Operations rhythm: AM 06:30–09:30 and PM 17:30–21:30 peaks; pre‑cooling of reefers causes bunching arrivals.
Historical pain points: queue up to 25 minutes; a 15‑minute billing window recorded 1.12 MW, so monthly bills were hurt by demand charges (AFDC explains why DCFC sites are prone to demand charges and how tariffs work).

2) Solution (Configuration Only)

Main DC: 6 dual‑gun 200 kW Air-cooled charging station (12 guns in total).
Peak bays: 2 dual‑gun 360 kW liquid‑cooled charging station (4 guns, 500–600 A cables), used only for hot hours, urgent jobs, or 800–1000 V vehicles.
Storage: 300 kWh / 300 kW PCS BESS, focused on 15‑minute peaks rather than all‑day supply; behind‑the‑meter storage is well‑studied for DCFC peak shaving.
Backend: OCPP 1.6J platform with booking, time‑of‑use pricing, soft power caps, reports, and remote alarms; the open protocol reduces platform lock‑in.
Layout: drive‑through lanes, booms/retractors, shade, pedestrian/vehicle separation, maintenance access.
Why a small BESS is enough: to add +300 kW for 15 minutes you only need 75 kWh (= 300 × 0.25 h). A 300 kWh pack covers multiple peaks and refills off‑peak.
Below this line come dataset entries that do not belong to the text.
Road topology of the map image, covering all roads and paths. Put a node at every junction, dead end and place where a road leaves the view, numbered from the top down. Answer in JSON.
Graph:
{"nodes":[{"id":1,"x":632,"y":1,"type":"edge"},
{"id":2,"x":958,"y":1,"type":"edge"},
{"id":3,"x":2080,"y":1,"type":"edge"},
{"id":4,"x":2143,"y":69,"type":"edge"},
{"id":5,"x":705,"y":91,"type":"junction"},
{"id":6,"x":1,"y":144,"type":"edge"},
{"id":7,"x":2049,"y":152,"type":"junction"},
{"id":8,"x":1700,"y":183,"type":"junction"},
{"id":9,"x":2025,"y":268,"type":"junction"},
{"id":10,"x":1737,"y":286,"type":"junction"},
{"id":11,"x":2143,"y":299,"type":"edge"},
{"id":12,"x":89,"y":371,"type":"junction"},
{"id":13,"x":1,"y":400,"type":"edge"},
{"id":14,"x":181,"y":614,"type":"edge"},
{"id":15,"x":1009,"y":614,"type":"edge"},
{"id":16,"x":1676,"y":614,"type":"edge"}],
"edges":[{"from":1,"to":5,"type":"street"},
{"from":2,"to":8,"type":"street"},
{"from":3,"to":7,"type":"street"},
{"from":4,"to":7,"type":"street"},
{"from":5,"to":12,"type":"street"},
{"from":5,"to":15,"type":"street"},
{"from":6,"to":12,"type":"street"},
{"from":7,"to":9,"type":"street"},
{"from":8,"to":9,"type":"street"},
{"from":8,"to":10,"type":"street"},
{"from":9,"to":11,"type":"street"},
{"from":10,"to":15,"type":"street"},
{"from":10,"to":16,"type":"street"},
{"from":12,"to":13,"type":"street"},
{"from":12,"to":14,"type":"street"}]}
NREL analyses show retail tariffs and demand charges dominate DCFC station economics; modest storage plus smart operations can materially flatten peaks.

3) Control Playbook (Day‑1 Usable)

Booking + TOU: shift flexible sessions to shoulder/off‑peak (AFDC recommends pairing TOU with operational tactics to reduce peak costs).
Soft power caps: in peaks, cap the 360 kW bays at ~280–320 kW; air‑cooled bays follow intake‑air temperature to reduce derating and trips.
Priority rules: short‑dwell and urgent jobs first; route 800–1000 V vehicles to liquid‑cooled bays.
90‑day reviews: track availability, average wait, derating events, revenue per kWh, demand charges, and BESS contribution; tweak parameters quarterly.

4) Math (Swap Your Numbers In)

Throughput target: ≥24 vehicles/hour from 25% → 70%.
Weighted average pack: 0.7×75 + 0.2×120 + 0.1×160 ≈ 96.5 kWh → energy per vehicle ≈ 0.45 × 96.5 = 43.4 kWh.
Assume effective average power ≈ 120 kW per active gun (BMS/thermal considered): per‑vehicle time ≈ 43.4 / 120 ≈ 21.7 minutes; concurrent guns ≈ 24 × 43.4 / 120 ≈ 8.7 → round to 9.
Transformer envelope: 800 kVA × 0.95 ≈ 760 kW AC; with ~0.96 site efficiency → ≈730 kW DC sustainable from the grid.
During a 15‑minute burst, BESS adds +300 kW while soft caps keep the meter’s 15‑minute average at or below ≈0.85 MW.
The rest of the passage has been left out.